Whether it’s one studio or the other, the executives in power are hampering the creative ambitions of filmmakers, or doing something as petulant and awful as wanting to cut the queer elements of films like Inside Out 2 and Elio. 2021 can now be seen as the last gasp for Disney to win an Oscar, since that was the year when their three films, Raya and the Last Dragon, Pixar’s Luca, and Encanto were nominated, with Encanto getting a second life on streaming that made it blow up in popularity. Even when it was a film that was loved, the voting body and the public in general chose something else. It’s because, even when Disney/Pixar put out a film people liked or enjoyed enough to make them box office hits, the executives at these two companies are limiting the full potential of these movies. Films like Turning Red and Hoppers somehow escaped those pitfalls with minimal damage done to them, but the lack of trust or social awareness of these executives have hurt films like Inside Out 2 and Elio to a point where, at the very least, certain audiences, critics, and awards voters do not want to reward these films for executive interference. This lack of trust in their writers, artists, directors, and overall creatives, or, in the recent situation with Pete Docter, greenlighting ideas that weren’t cohesive or fleshed out enough, is a real problem for the studio giants.
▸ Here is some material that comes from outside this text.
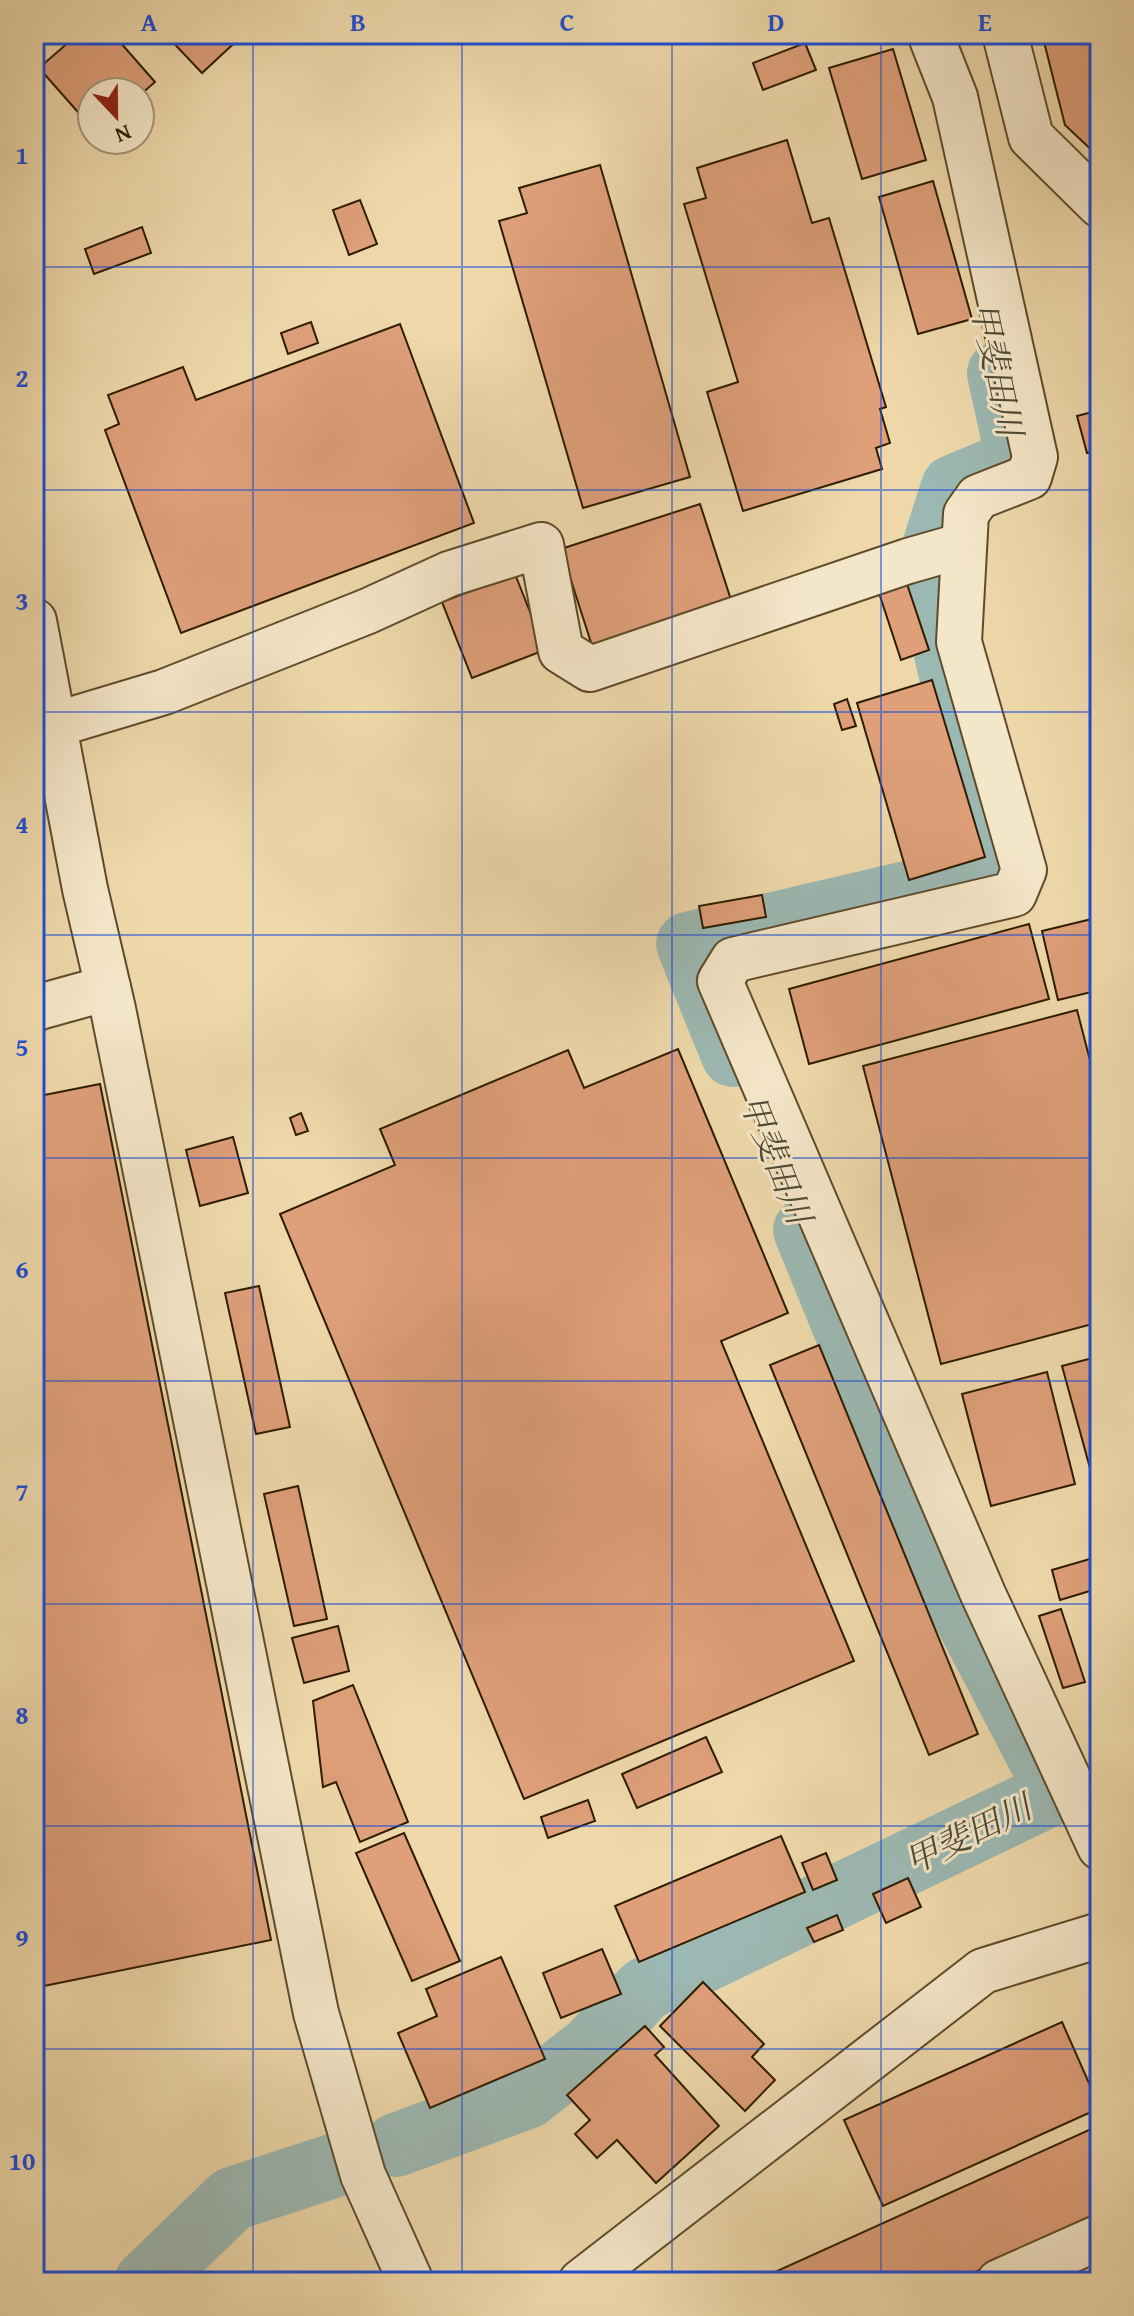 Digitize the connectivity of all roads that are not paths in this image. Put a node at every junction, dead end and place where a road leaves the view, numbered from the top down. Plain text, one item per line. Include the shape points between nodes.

Obviously, a lot of these problems could be handled by a multitude of fixes that the studios won’t put into action, because they need that continual financial profitability. You need to let creatives cook. Give them time to fully flesh out the ideas, stop thinking queer people or queer romances is some deeply complicated topic that will make parents worry about how their kids will handle it, and, for the love of everything that is golden, take risks! 

Companies like Disney/Pixar act like they are having to fit themselves into boxes because of making “products aimed at families” when everyone else is evolving and/or trying out different approaches to crafting animated experiences. Disney/Pixar, on the other hand, are fumbling the ball with very few lasting successes. Obviously, it would be better if Disney/Pixar would stop trying to cater to conservative reactionaries and grifters who won’t like their stuff even if they make the most boring ‘white people slop’. Art is about evoking emotions and experiences, leaving lasting impressions, and maybe leaving you with a changed worldview or thinking about certain important topics. Will Disney/Pixar learn these lessons as more interest is shown towards studios working in the same creative environment, or films, from overseas productions, like Arco and Little Amelie? I hope so. I don’t want to see any studio creatives get their ambitions hampered, unless it is necessary, and not because some executive is a crotchety out-of-touch homophobic dirtbag who couldn’t handle Inside Out 2 having a possibly queer human lead. 


Audiences can handle more nuanced or complicated thematic elements in animation, and talking down to them, even if those audiences need or want something lighter weight, only makes folks turn on you. They will look for something else, and when other studios or companies are offering something that you aren’t, then you either adapt or grow up, or you fall behind, until you reach the point where the Disney/Pixar brand recognition can’t even save you. What Disney/Pixar needs to do is learn from how Turning Red and Hoppers succeeded and how the films that won the major awards, and the growing interest in animation from overseas, are captivating audiences.